In antiquity at least two other sites (further north on the west coast of the Peloponnese) were associated with Nestor’s palace. One, close to the River Alpheus and Elis, accords well with geographical references in the Iliad and the Homeric Hymn to Hermes, mentioned above. However, since Blegen’s discovery of the palace at Chora, with Linear B tablets identifying it as Pylos, this is now accepted as the site. Today it is signposted: ‘Nestor’s Palace’.
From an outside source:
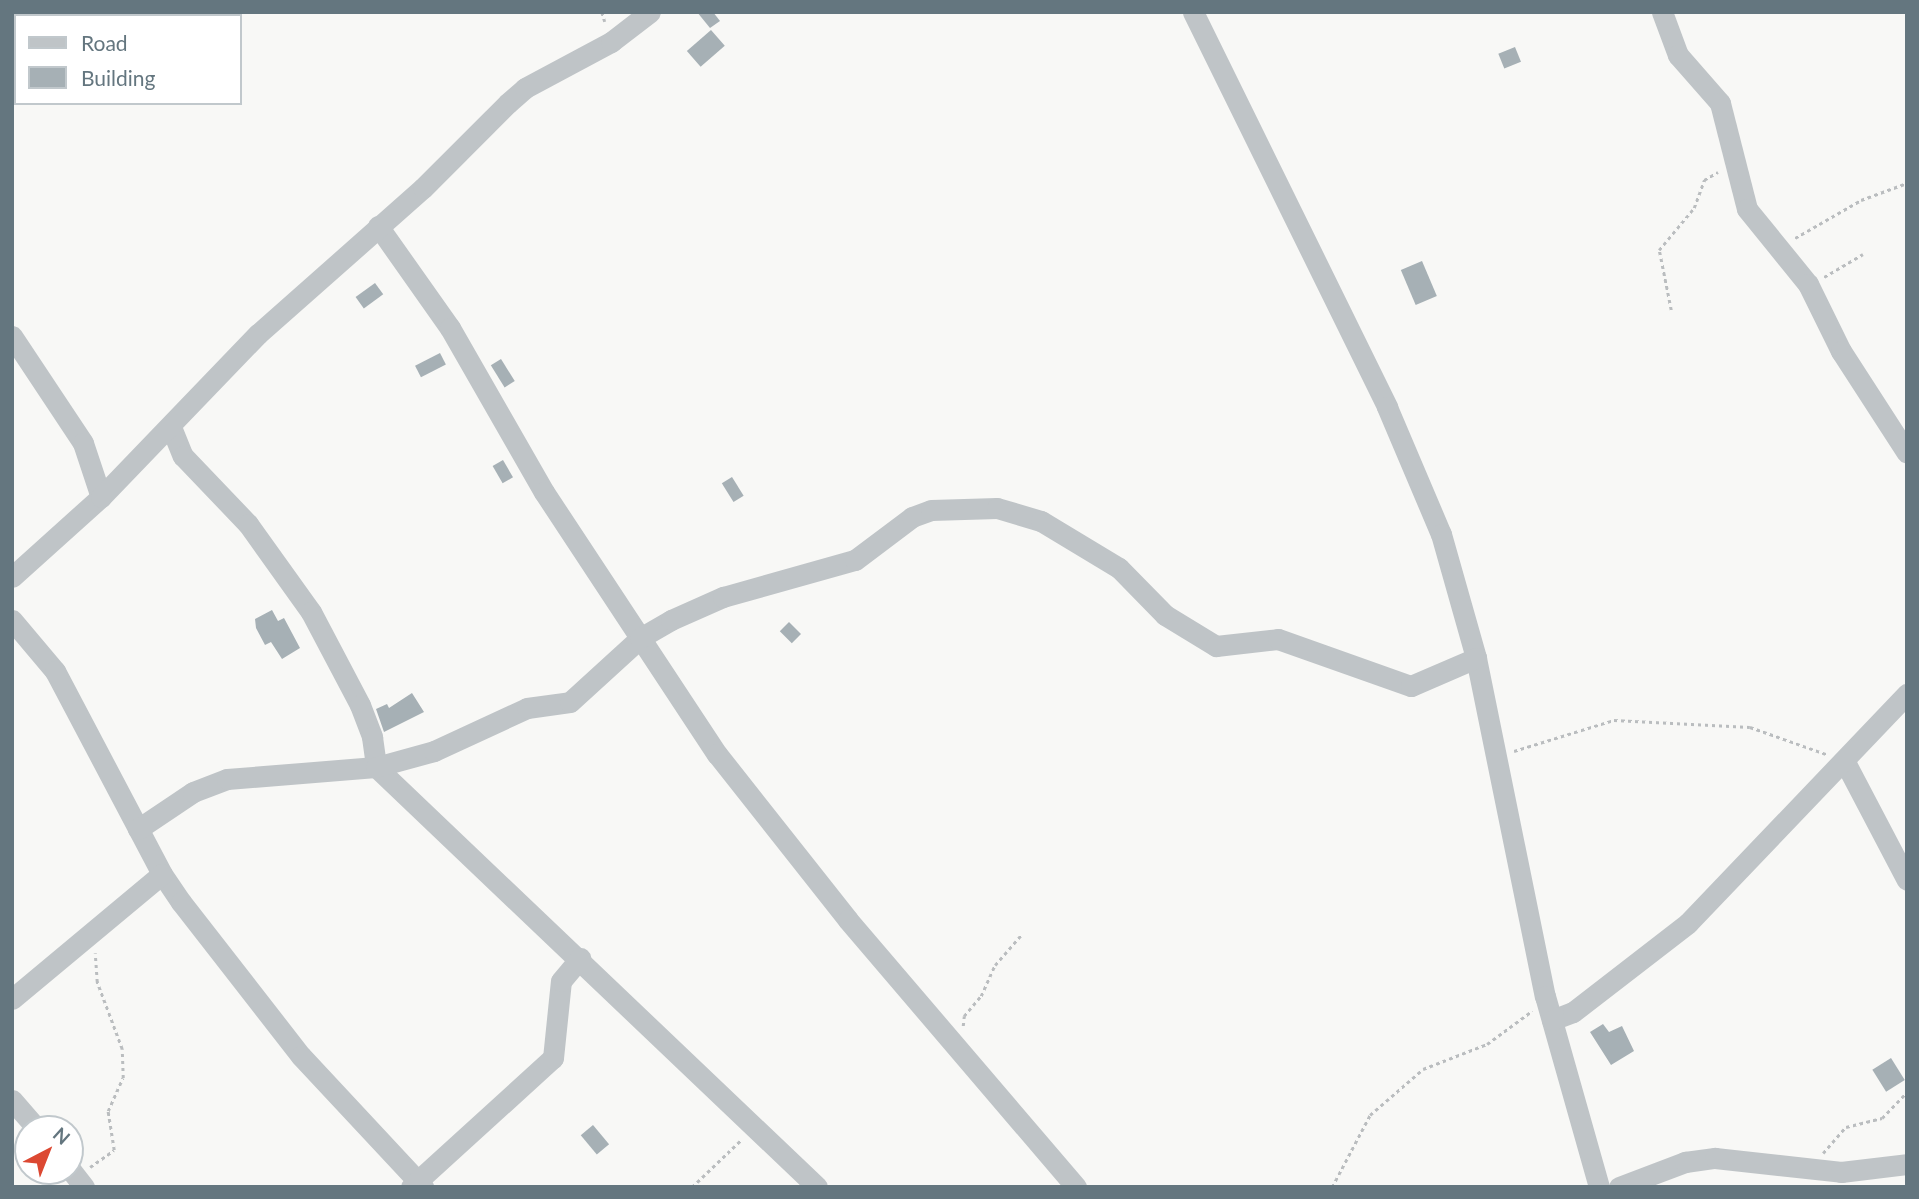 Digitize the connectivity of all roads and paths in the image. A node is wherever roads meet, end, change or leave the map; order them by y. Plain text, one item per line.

Occupied from around 1700 bc, the palace formed the nucleus of a walled city, itself the centre of a much wider community (with over 50,000 inhabitants). Linear B tablets reveal a highly regulated state administered by civil servants, who kept close watch on details such as the size of sheep flocks, the quantity of vines and fig trees on royal estates (there were a thousand of each) and the number of broken wheels awaiting repair. Industry, including perfume manufacture, was conducted close to the palace. Meanwhile, frescoes from the palace show scenes from nature, both real and imagined (including deer, dogs, lions and griffins), as well as two whose subject matter reflects myths associated with Pylos: on one a young man plays a lyre; on another a battle rages across a river.
The tablets also provide tantalizing glimpses of Pylos’ religious life. Although no religious texts survive (probably none existed), there are apparent references to offerings made to Potnia (the mother goddess), Zeus, Hera, Poseidon – and Hermes. In addition, royal tholos tombs were found both near the palace (containing a staggering amount of gold and gold leaf) and at Voidhokilia. Pottery sherds from the cave at Voidhokilia suggest it was a Bronze Age cult centre.
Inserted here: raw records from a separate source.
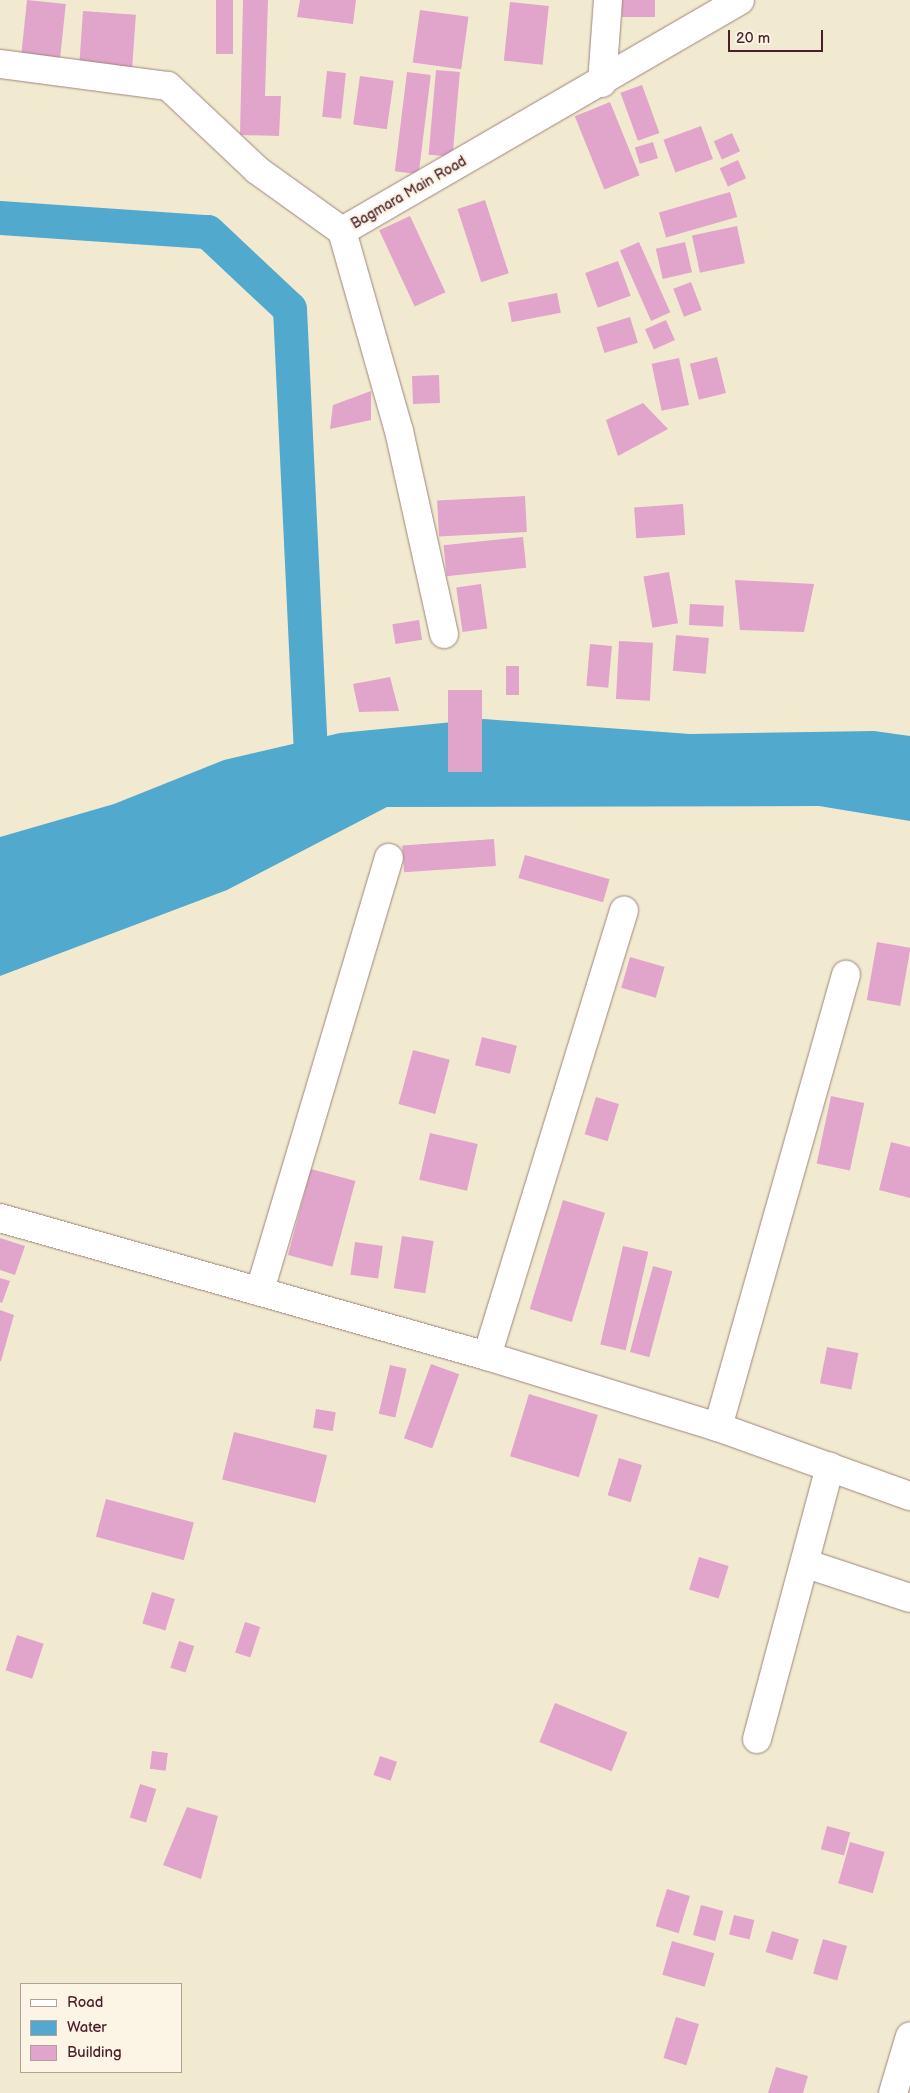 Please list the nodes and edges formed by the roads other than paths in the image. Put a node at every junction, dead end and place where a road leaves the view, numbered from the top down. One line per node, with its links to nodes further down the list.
1 (608, 0): 4 (street)
2 (740, 0): 4 (street, Bagmara Main Road)
3 (0, 64): 5 (street, Bagmara Main Road)
4 (602, 83): 5 (street, Bagmara Main Road)
5 (342, 231): 6 (street)
6 (444, 634)
7 (389, 858): 11 (street)
8 (624, 911): 12 (street)
9 (846, 975): 13 (street)
10 (0, 1218): 11 (street)
11 (260, 1290): 12 (street)
12 (487, 1356): 13 (street)
13 (718, 1427): 14 (street)
14 (830, 1467): 15 (street); 16 (street)
15 (910, 1496)
16 (807, 1564): 17 (street); 18 (street)
17 (910, 1598)
18 (757, 1740)
19 (910, 2036): 20 (street)
20 (893, 2093)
Pylos was overrun around 1200 bc. In Classical times the region of Messene, to which it belonged, was annexed by Sparta and its inhabitants enslaved. In 425 bc, during the Peloponnesian War, the Athenian general Demosthenes occupied and fortified Coryphasion, reasoning that it would provide an excellent base from which to attack Spartan territory and rally disaffected slaves. The Spartans responded, besieging Coryphasion by land and stationing troops on the adjacent (waterless) island of Sphacteria. When the Athenian navy cut them off, the Spartans surrendered for the first time in their history, and 120 elite Spartiates became prisoners-of-war.
In ad 1827 the joint fleet of Great Britain, France and Russia, charged with ensuring the withdrawal of the Ottoman Turks from the Peloponnese, sailed into Navarino Bay. When the Ottoman general Ibrahim Pasha resisted, allied gunboats opened fire. Fifty-three Turkish ships were sunk, many of whose wrecks can still be seen today. Five years later, Greece won her independence.
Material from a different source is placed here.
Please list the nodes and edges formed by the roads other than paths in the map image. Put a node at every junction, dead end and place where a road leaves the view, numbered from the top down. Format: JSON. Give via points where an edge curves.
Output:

‘Nestor’s Palace’ is 18 km (11 miles) northeast of modern Pylos near the village of Chora. The site is covered by an unattractive roof, and at the time of writing it was closed for renovation. From the site entrance the route passes through a propylon (antechamber). Left is the Archive Room, where most of the Linear B tablets were discovered. Through the propylon is a courtyard. This leads through a series of antechambers to the megaron, with a central circular hearth, 4 m (13 ft) in diameter, and the bases of four columns, which originally supported an upper gallery. Corridors lead from antechambers to storage rooms and (right) the bathroom, complete with terracotta bath and the jugs with which to fill it. Southwest are the remains of an earlier palace (mostly covered over), while northeast are workshops, wine cellars and a (reconstructed) tholos tomb.
Voidhokilia lies across the Bay of Navarino from Pylos, adjacent to the lagoon of the Voidhokilia Wetland Reserve. A rough track leads from the Pylos-Kyparissia road. The cave is at the far side of the bay on the slopes of Coryphasion. Above (the climb is strenuous) is the Venetian castle of Palaikastro on the site of Demosthenes’ fifth-century BC fortifications. On the nearer headland (hard to find) is a tholos tomb. The white-sanded beach affords good bathing.
There is a small museum in Pylos, but most of the finds from ‘Nestor’s Palace’ and the surrounding area that are not in Athens’ National Archaeological Museum are in Chora museum 4 km (2^ miles) north of the palace. These include frescoes, gold jewelry and Linear B tablets. At the time of writing this museum was closed for renovation.